The path of a chemical reaction can be traced from the Transition State to the products and/or to the reactants, using the Intrinsic Reaction Coordinate method (IRC) [9,10]. The starting coordinates should be a fair approximation of the Transition State. The final values at the endpoint(s) - reactants, products - are computed. The IRC path is defined as the steepest-descent path from the Transition State down to the local energy minimum. The energy profile is obtained as well as length and curvature properties of the path, providing the basic quantities for an analysis of the reaction path. Additional properties along the path (dipole moment, atomic charges) are computed.

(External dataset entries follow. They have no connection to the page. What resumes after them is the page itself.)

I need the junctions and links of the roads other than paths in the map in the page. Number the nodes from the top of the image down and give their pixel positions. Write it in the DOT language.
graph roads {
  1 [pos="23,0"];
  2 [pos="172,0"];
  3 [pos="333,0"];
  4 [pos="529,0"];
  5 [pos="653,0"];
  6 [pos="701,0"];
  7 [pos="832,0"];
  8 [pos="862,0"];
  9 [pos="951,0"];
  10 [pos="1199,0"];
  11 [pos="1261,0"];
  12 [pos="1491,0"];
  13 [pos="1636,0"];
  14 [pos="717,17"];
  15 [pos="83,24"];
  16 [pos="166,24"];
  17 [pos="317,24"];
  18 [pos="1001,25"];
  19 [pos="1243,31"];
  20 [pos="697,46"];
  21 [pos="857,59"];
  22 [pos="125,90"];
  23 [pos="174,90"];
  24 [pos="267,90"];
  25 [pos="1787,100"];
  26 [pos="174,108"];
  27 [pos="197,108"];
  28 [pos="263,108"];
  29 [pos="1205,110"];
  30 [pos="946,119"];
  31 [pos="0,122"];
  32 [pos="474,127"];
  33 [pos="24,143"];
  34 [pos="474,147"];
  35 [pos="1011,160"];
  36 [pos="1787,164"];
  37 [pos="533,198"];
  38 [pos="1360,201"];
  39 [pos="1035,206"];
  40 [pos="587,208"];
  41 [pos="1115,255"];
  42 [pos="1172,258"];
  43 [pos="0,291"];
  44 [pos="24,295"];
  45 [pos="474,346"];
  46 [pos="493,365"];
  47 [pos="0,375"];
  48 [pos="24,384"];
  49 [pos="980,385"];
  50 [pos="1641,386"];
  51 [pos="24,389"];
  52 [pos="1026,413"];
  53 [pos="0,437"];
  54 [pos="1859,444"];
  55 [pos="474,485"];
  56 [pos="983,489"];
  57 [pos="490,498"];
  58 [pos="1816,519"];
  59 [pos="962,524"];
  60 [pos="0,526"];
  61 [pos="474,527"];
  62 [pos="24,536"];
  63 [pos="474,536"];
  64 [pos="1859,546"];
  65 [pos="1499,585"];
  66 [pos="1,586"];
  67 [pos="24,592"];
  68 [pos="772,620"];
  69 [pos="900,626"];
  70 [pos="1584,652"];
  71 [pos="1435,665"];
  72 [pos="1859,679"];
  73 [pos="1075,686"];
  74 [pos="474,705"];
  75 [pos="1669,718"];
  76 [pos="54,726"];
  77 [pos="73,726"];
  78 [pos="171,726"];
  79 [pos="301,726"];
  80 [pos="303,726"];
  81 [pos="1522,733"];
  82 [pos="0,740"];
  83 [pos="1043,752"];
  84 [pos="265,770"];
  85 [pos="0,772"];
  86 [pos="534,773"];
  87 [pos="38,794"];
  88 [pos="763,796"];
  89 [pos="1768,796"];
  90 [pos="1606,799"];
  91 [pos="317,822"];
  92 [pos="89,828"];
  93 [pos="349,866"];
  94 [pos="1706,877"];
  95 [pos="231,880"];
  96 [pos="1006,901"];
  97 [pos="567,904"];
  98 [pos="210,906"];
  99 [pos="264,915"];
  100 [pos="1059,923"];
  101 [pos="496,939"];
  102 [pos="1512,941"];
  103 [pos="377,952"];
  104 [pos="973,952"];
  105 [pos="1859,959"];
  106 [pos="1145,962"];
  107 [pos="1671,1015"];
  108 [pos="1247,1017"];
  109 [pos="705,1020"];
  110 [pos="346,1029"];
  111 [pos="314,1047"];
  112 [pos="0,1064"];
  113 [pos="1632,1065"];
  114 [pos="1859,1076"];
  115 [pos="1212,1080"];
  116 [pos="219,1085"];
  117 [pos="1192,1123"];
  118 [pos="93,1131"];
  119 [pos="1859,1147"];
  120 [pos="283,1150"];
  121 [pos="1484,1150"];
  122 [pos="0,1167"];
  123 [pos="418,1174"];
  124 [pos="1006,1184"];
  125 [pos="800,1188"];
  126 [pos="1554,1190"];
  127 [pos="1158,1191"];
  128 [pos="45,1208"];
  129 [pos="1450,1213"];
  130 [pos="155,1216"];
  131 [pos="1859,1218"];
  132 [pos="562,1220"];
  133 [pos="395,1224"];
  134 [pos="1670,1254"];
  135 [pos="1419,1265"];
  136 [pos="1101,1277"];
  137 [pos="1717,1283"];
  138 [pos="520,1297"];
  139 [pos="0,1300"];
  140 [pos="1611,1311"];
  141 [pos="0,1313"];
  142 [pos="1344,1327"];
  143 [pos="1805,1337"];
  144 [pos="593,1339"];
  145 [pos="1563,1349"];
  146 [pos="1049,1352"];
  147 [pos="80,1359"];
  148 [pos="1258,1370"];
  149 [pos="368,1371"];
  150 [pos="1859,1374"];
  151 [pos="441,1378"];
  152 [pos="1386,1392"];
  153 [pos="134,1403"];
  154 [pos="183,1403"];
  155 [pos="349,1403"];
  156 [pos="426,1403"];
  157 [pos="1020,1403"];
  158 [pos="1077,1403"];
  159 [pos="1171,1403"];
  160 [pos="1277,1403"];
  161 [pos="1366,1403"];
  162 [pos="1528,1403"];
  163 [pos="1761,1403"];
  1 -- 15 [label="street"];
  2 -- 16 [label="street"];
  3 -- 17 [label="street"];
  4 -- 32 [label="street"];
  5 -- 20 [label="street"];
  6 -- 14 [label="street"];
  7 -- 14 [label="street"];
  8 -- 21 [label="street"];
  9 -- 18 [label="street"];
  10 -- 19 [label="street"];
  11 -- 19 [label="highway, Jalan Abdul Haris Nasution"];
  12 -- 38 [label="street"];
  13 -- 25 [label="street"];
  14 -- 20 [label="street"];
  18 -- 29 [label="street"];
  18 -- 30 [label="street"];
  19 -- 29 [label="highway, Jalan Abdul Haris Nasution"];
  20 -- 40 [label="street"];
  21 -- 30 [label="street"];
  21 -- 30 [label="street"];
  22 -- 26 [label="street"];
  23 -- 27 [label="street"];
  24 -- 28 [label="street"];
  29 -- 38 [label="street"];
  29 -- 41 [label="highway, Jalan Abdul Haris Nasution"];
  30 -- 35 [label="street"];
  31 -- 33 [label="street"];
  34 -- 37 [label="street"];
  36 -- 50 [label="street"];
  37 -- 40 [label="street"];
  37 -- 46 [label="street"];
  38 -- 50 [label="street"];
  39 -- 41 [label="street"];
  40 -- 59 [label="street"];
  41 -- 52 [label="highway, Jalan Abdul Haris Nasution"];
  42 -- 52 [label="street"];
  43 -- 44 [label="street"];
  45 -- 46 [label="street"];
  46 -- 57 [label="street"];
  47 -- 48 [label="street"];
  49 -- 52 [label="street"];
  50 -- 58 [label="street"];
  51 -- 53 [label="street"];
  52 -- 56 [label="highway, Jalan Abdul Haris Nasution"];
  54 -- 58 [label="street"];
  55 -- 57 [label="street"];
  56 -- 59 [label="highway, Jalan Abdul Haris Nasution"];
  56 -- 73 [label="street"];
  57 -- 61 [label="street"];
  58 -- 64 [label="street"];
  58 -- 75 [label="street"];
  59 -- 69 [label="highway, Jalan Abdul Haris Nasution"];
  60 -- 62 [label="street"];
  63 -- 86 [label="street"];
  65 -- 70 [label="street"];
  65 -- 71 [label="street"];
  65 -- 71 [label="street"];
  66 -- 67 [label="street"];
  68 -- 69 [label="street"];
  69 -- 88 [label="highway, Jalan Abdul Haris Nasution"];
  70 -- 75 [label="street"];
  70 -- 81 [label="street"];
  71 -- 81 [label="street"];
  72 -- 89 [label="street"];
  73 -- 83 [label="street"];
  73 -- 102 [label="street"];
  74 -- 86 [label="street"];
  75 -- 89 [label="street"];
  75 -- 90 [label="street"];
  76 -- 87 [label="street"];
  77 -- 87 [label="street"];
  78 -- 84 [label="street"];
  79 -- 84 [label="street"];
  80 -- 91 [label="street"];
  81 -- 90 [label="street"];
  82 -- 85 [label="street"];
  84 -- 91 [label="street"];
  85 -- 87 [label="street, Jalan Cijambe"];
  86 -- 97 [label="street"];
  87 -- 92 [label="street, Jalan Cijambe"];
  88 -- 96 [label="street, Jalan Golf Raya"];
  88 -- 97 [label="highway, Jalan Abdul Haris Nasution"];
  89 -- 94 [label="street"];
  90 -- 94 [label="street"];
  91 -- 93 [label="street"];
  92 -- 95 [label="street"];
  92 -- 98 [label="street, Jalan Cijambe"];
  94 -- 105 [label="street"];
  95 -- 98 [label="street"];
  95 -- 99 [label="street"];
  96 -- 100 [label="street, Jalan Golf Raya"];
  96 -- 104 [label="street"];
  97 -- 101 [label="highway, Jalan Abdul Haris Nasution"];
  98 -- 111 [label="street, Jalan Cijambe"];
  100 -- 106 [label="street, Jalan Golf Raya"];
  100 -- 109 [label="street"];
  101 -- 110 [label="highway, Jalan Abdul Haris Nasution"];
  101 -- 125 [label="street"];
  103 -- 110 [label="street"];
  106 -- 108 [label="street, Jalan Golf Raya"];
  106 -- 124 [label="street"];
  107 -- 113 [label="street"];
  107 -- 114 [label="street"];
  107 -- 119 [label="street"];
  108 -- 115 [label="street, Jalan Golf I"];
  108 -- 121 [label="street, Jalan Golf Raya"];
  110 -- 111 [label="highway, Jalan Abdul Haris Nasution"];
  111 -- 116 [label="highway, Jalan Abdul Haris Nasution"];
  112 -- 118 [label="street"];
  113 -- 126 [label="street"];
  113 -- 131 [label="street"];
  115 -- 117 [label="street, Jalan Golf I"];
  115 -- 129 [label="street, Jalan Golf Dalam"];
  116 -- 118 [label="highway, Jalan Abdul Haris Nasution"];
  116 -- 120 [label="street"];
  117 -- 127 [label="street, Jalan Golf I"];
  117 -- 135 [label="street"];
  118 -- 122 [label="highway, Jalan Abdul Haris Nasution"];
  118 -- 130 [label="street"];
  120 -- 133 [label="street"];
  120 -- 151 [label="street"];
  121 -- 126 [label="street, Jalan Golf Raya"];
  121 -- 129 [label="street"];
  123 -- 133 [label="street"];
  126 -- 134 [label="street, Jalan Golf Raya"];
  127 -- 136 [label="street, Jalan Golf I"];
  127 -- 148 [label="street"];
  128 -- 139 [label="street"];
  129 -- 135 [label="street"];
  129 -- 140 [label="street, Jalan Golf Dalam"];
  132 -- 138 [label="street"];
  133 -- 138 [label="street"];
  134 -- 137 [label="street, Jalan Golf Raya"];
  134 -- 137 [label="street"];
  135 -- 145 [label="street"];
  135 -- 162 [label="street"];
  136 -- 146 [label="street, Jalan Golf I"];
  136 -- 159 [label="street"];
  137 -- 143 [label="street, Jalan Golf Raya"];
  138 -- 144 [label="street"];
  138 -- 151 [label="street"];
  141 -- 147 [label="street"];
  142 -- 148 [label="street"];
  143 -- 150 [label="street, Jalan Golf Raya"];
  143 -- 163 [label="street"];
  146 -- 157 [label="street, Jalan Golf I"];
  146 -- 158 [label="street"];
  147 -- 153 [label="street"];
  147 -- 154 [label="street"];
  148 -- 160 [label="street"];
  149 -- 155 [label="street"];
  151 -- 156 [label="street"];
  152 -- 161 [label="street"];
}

Technically speaking the path is computed by taking small steps along the path meanwhile optimizing all atomic coordinates orthogonal to it so that, like in a Linear Transit run, a sequence of constrained optimizations is carried out. The total number of steps along the path is not known in advance. The maximum number of such steps can be set in input. If the path is not completed in the run, a Restart can be used to finish it. Each of the constrained optimizations in the run is treated as it would be in a Linear Transit run: convergence thresholds, maximum numbers of optimization iterations et cetera are set with subkeys in the geometry block.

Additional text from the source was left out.